:: Provided data ::

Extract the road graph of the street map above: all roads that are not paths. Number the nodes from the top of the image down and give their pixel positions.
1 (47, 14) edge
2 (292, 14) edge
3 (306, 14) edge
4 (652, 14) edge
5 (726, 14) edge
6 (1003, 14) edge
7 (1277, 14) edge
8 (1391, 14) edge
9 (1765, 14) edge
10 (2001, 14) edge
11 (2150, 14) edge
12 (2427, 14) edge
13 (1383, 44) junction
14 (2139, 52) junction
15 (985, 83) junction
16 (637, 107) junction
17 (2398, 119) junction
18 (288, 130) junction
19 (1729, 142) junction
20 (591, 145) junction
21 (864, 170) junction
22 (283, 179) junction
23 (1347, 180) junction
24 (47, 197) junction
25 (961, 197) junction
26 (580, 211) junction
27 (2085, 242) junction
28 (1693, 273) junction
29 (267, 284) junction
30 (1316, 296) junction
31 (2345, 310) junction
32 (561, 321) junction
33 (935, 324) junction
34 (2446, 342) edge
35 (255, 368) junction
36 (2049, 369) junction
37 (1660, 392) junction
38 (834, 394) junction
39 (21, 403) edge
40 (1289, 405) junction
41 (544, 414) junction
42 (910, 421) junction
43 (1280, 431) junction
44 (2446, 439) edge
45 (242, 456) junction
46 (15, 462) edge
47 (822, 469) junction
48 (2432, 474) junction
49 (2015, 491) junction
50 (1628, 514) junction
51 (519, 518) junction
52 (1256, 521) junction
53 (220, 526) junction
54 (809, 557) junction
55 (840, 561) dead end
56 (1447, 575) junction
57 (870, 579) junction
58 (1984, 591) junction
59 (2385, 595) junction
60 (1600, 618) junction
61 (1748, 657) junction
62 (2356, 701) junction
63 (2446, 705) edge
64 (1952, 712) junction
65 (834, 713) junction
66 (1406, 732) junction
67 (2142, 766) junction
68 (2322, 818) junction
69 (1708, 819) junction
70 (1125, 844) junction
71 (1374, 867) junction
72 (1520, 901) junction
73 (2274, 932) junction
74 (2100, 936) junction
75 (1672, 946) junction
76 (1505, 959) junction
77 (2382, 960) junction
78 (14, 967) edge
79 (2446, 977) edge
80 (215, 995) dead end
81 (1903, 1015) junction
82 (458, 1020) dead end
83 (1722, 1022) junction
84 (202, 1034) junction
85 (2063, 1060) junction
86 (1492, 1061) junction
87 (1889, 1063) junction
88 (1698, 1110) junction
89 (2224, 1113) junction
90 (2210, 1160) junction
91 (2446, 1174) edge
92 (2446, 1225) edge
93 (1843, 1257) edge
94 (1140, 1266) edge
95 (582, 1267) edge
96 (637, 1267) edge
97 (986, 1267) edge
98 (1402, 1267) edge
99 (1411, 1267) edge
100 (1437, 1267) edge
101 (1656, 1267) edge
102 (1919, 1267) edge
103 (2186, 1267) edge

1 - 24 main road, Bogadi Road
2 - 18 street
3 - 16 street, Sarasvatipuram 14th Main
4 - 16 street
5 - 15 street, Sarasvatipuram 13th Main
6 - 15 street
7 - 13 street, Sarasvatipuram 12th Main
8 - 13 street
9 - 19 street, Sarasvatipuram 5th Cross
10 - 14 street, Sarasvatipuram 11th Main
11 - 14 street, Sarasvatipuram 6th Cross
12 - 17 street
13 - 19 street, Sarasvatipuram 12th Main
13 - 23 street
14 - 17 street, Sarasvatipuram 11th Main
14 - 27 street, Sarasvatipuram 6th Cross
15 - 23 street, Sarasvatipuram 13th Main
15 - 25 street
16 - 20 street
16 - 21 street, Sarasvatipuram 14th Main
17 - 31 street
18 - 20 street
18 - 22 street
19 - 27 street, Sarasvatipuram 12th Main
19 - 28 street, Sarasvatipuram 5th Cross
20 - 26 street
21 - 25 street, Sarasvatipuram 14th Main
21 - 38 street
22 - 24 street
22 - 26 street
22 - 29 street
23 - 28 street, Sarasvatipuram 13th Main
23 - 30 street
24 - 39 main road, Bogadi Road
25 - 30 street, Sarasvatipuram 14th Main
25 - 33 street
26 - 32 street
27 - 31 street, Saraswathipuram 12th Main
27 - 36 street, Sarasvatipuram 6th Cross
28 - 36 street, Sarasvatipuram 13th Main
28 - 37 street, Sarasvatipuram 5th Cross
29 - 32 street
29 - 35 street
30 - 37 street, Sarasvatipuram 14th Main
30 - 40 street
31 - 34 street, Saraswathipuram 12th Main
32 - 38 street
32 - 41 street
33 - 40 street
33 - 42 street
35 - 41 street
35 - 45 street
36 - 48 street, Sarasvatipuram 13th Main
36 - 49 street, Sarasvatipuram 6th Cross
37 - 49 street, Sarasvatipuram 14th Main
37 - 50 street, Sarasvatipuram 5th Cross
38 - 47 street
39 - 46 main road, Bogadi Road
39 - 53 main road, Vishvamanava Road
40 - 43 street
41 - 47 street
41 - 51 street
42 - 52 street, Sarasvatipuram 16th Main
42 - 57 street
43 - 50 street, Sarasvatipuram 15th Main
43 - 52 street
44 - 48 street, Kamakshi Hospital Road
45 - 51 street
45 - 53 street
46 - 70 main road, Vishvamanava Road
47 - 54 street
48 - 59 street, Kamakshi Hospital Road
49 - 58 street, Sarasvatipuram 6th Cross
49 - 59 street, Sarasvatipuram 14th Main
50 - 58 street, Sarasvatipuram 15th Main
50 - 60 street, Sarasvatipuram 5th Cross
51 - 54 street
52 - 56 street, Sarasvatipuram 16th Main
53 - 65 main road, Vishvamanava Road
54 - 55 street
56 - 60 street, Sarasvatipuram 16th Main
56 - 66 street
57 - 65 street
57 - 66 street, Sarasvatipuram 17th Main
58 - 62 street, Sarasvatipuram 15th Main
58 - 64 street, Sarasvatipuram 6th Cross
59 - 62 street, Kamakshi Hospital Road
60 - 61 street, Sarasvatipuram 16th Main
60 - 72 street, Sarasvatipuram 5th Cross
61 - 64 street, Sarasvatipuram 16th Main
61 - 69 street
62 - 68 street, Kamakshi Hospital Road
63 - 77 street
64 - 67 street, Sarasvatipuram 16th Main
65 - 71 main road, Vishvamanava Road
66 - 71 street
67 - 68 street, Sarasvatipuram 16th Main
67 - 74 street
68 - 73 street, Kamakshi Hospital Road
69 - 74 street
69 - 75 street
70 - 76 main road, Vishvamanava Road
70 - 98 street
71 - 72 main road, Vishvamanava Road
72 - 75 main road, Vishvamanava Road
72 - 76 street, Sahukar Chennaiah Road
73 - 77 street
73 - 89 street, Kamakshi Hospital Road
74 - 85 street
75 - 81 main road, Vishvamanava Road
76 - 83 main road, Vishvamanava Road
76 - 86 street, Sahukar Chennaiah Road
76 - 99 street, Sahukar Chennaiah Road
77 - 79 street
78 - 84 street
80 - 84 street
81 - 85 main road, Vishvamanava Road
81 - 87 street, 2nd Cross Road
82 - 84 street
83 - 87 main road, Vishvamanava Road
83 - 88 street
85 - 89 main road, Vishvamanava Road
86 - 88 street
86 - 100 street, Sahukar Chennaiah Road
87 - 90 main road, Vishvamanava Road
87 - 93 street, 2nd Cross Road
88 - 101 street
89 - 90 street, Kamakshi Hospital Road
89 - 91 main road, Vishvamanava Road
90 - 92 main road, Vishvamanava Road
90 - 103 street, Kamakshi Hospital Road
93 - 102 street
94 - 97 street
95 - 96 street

:::

### Activity
For each line in the material above that contains the string "Kamakshi", make a copy.

### Expected answer
44 - 48 street, Kamakshi Hospital Road
48 - 59 street, Kamakshi Hospital Road
59 - 62 street, Kamakshi Hospital Road
62 - 68 street, Kamakshi Hospital Road
68 - 73 street, Kamakshi Hospital Road
73 - 89 street, Kamakshi Hospital Road
89 - 90 street, Kamakshi Hospital Road
90 - 103 street, Kamakshi Hospital Road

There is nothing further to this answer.